Ou você conta tudo ou não sai vivo daqui.
A minha resposta foi a mesma:
Desconheço tudo isso.
Uma voz conhecida apareceu na escuridão do meu capuz. Era a voz do Major Alcântara, aquele que comandava os interrogatórios em Natal. Outra voz falou:
Esse imbecil tá pedindo pra morrer.
Fui tirado da cela. Diante de mim, o doutor Fernando, com uma bíblia na mão. Perguntou se eu acreditava em Deus. Respondi que minha formação religiosa era evangélica. Ele falou:
Então você compreende que a própria bíblia justifica a violência. Cristo expulsou os vendilhões do templo à chibatadas. Pedro cortou a orelha de um centurião. Você está aqui para purgar seus pecados. O martírio é necessário para resgatar e purificar almas.
Eu arrisquei a perguntar:
O senhor considera, então, a tortura como um ato de fé religiosa e cristã?
O doutor Fernando chamou o carcereiro Leite e ordenou:
Leve esse canalha. Eu mesmo quero mostrar a ele o que é a bíblia.
Fui torturado por horas seguidas. E a pior tortura ocorreu quando puseram diante de mim um velho chamado Holanda, de Recife. Ele tinha o peito queimado por isqueiro. Um olho estava quase fora de órbita. Como se tivesse acontecido uma briga mortal entre dos galos. O velho Holanda me olhou, altaneiro:
Irmão, eu sei que vou morrer, mas a ele não digo nada!

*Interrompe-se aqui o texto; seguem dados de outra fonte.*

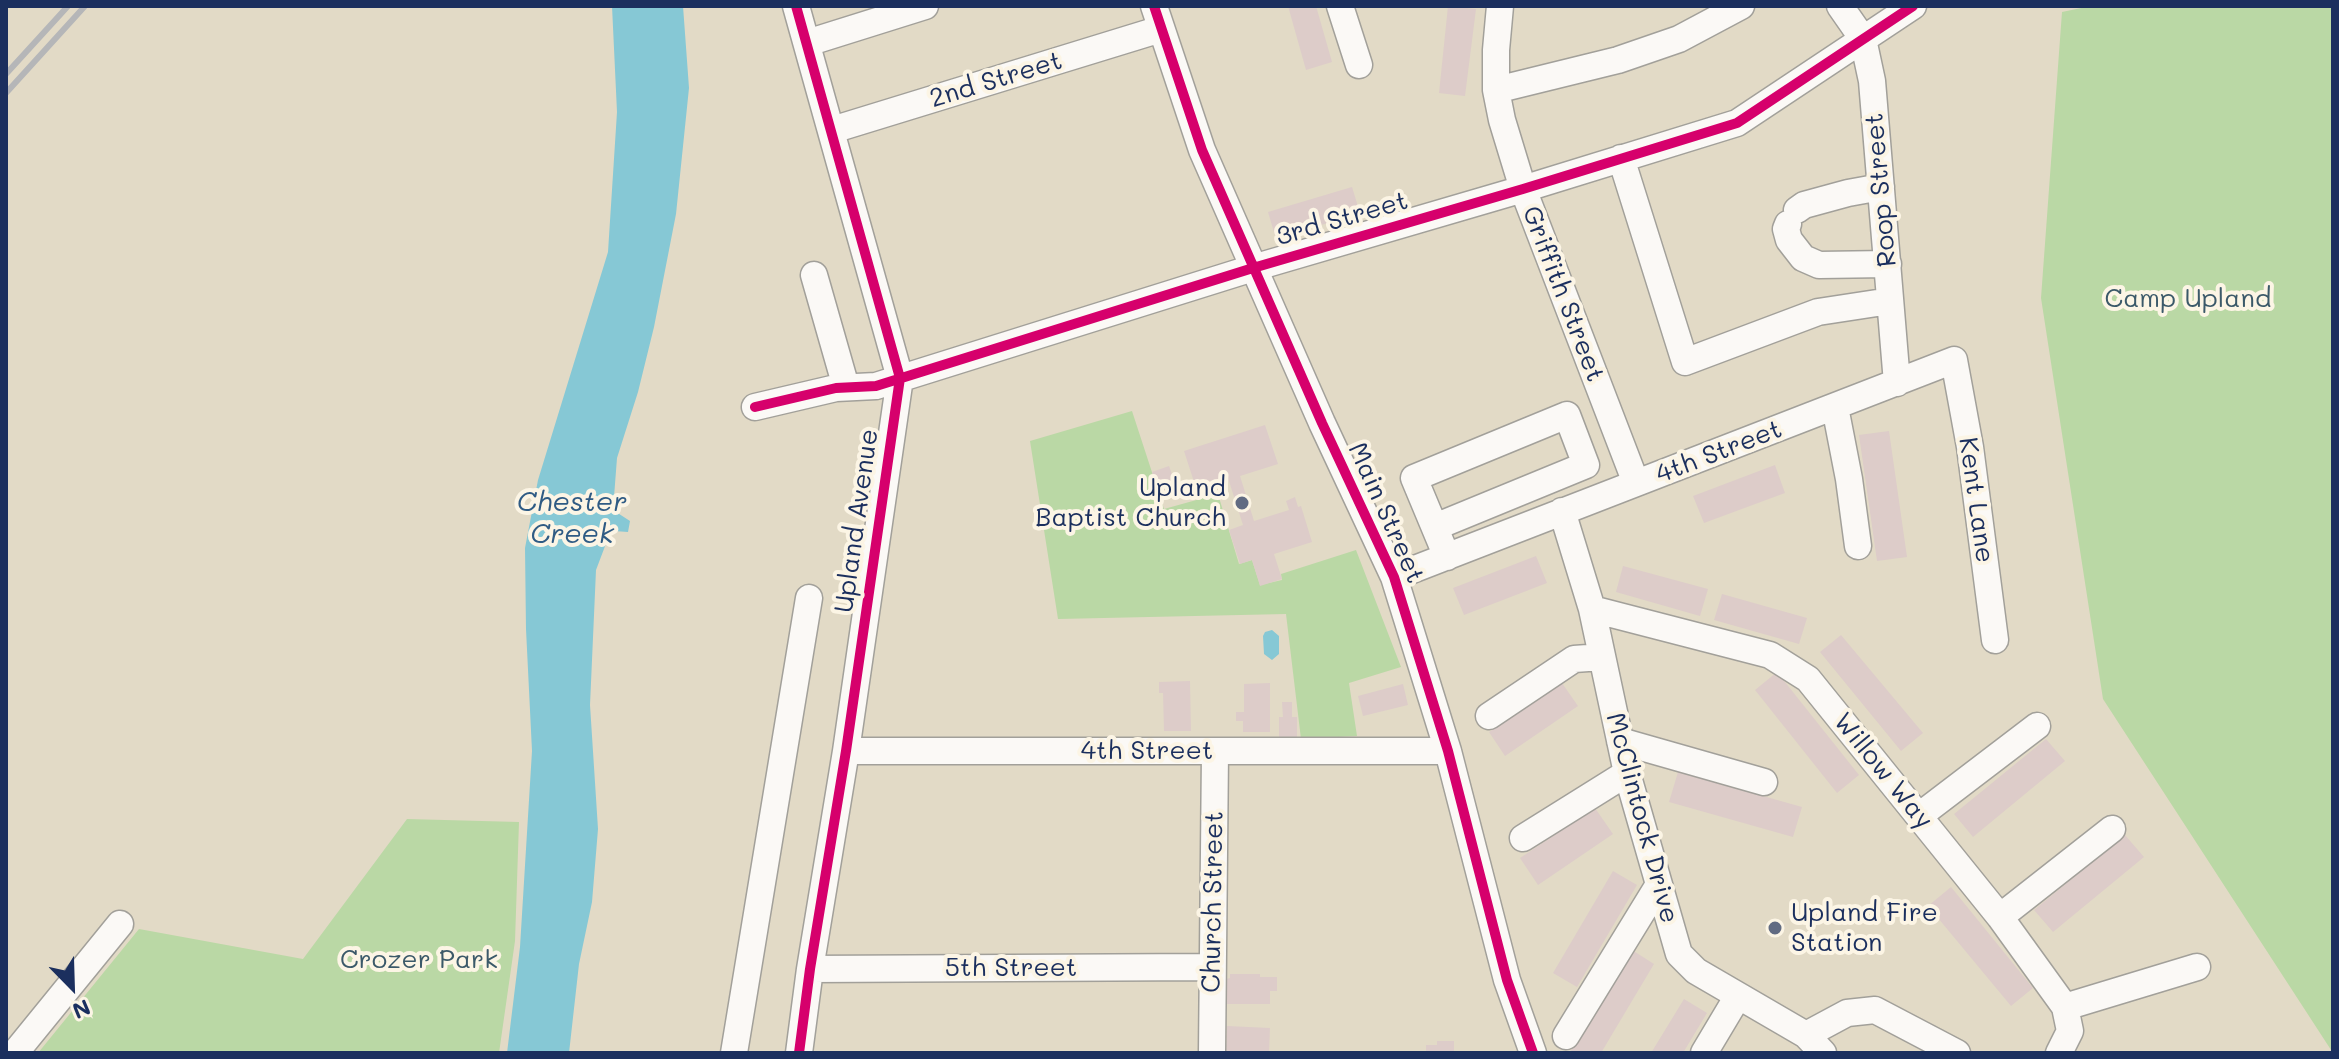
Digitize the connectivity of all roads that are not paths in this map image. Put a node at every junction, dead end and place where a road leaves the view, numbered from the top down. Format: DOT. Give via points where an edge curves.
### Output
graph roads {
  1 [pos="796,6"];
  2 [pos="925,6"];
  3 [pos="1340,6"];
  4 [pos="1500,6"];
  5 [pos="1741,6"];
  6 [pos="1840,6"];
  7 [pos="1913,6"];
  8 [pos="1157,18"];
  9 [pos="1863,39"];
  10 [pos="807,43"];
  11 [pos="1359,65"];
  12 [pos="1496,90"];
  13 [pos="832,130"];
  14 [pos="1621,158"];
  15 [pos="1881,187"];
  16 [pos="1523,189"];
  17 [pos="1888,264"];
  18 [pos="1253,268"];
  19 [pos="814,275"];
  20 [pos="1890,301"];
  21 [pos="1954,360"];
  22 [pos="900,378"];
  23 [pos="1897,383"];
  24 [pos="846,387"];
  25 [pos="755,407"];
  26 [pos="1835,407"];
  27 [pos="1636,483"];
  28 [pos="1562,511"];
  29 [pos="1435,527"];
  30 [pos="1858,546"];
  31 [pos="1447,557"];
  32 [pos="1394,577"];
  33 [pos="809,598"];
  34 [pos="1592,609"];
  35 [pos="1995,640"];
  36 [pos="1602,657"];
  37 [pos="1489,716"];
  38 [pos="2037,726"];
  39 [pos="1620,741"];
  40 [pos="846,751"];
  41 [pos="1448,751"];
  42 [pos="1215,752"];
  43 [pos="1627,773"];
  44 [pos="1764,782"];
  45 [pos="1919,816"];
  46 [pos="2112,829"];
  47 [pos="1523,838"];
  48 [pos="1658,886"];
  49 [pos="2000,917"];
  50 [pos="120,924"];
  51 [pos="1211,967"];
  52 [pos="2197,967"];
  53 [pos="810,969"];
  54 [pos="1738,996"];
  55 [pos="2065,1007"];
  56 [pos="1566,1036"];
  57 [pos="1814,1044"];
  58 [pos="15,1053"];
  59 [pos="734,1053"];
  60 [pos="799,1053"];
  61 [pos="1212,1053"];
  62 [pos="1533,1053"];
  63 [pos="1704,1053"];
  64 [pos="1957,1053"];
  65 [pos="2059,1053"];
  1 -- 10 [label="street, Upland Avenue"];
  2 -- 10 [label="street"];
  3 -- 11 [label="street"];
  4 -- 12 [label="street, Griffith Street"];
  5 -- 12 [label="street" via="1679,39 1630,56"];
  6 -- 9 [label="street, Roop Street"];
  7 -- 9 [label="street, 3rd Street"];
  8 -- 13 [label="street, 2nd Street"];
  8 -- 18 [label="street, Main Street" via="1202,150"];
  9 -- 14 [label="street, 3rd Street" via="1737,123"];
  9 -- 15 [label="street, Roop Street"];
  10 -- 13 [label="street, Upland Avenue"];
  12 -- 16 [label="street, Griffith Street"];
  13 -- 22 [label="street, Upland Avenue"];
  14 -- 16 [label="street, 3rd Street"];
  14 -- 20 [label="street" via="1685,362 1818,312"];
  15 -- 17 [label="street, Roop Street"];
  15 -- 17 [label="street" via="1804,205 1786,229 1803,258 1819,265"];
  16 -- 18 [label="street, 3rd Street"];
  16 -- 27 [label="street, Griffith Street"];
  17 -- 20 [label="street, Roop Street"];
  18 -- 22 [label="street, 3rd Street"];
  18 -- 32 [label="street, Main Street"];
  19 -- 24 [label="street"];
  20 -- 23 [label="street, Roop Street"];
  21 -- 23 [label="street, 4th Street"];
  21 -- 35 [label="street, Kent Lane"];
  22 -- 24 [label="street, 3rd Street"];
  22 -- 40 [label="street, Upland Avenue"];
  23 -- 26 [label="street, 4th Street"];
  24 -- 25 [label="street, 3rd Street"];
  26 -- 27 [label="street, 4th Street"];
  26 -- 30 [label="street"];
  27 -- 28 [label="street, 4th Street"];
  28 -- 31 [label="street, 4th Street"];
  28 -- 34 [label="street, McClintock Drive"];
  29 -- 29 [label="street" via="1414,478 1567,415 1586,465"];
  29 -- 31 [label="street"];
  31 -- 32 [label="street, 4th Street"];
  32 -- 41 [label="street, Main Street"];
  33 -- 59 [label="street"];
  34 -- 36 [label="street, McClintock Drive"];
  34 -- 45 [label="street, Willow Way" via="1770,655 1808,679"];
  36 -- 37 [label="street" via="1574,659"];
  36 -- 39 [label="street, McClintock Drive"];
  38 -- 45 [label="street"];
  39 -- 43 [label="street, McClintock Drive"];
  39 -- 44 [label="street"];
  40 -- 42 [label="street, 4th Street"];
  40 -- 53 [label="street, Upland Avenue"];
  41 -- 42 [label="street, 4th Street"];
  41 -- 62 [label="street, Main Street" via="1507,980"];
  42 -- 51 [label="street, Church Street"];
  43 -- 47 [label="street"];
  43 -- 48 [label="street, McClintock Drive"];
  45 -- 49 [label="street, Willow Way"];
  46 -- 49 [label="street"];
  48 -- 54 [label="street, McClintock Drive" via="1683,960"];
  48 -- 56 [label="street"];
  49 -- 55 [label="street, Willow Way"];
  50 -- 58 [label="street"];
  51 -- 53 [label="street, 5th Street"];
  51 -- 61 [label="street, Church Street"];
  52 -- 55 [label="street"];
  53 -- 60 [label="street, Upland Avenue"];
  54 -- 57 [label="street, McClintock Drive"];
  54 -- 63 [label="street"];
  55 -- 65 [label="street" via="2070,1031"];
  57 -- 64 [label="street" via="1847,1013 1875,1010"];
}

Diante dos torturadores eu disse:
Não velho. Você não vai morrer. Mesmo que eles lhe matem.
Explodiu dentro de mim uma revolta enorme e, buscando coragem, não sei aonde, comecei a cantar:
Angústia, solidão, um triste adeus em cada mão, lá vai meu bloco, vai só desse jeito é que ele sai (...) Por isso, quando eu passar, batam palmas pra mim...
Gritos e gemidos calaram. E das imundícies das celas, uma voz tímida começou a cantar também. Outra voz de juntou. Outras vozes se juntaram. E os torturados fizeram um coro maravilhoso:
Merece uma homenagem quem tem forças pra cantar, tão grande é minha dor, pede passagem quando sai, por isso só, lá vai meu bloco, vai...
E todos os prisioneiros políticos do DOI-CODI assumiram a música como uma das formas de resistência. Apesar das ameaças do doutor Fernando, coronel à época, cujo verdadeiro nome é Cúrcio Neto. Que torturava presos, lia a bíblia e, depois ia, possivelmente, fazer amor com as mulheres.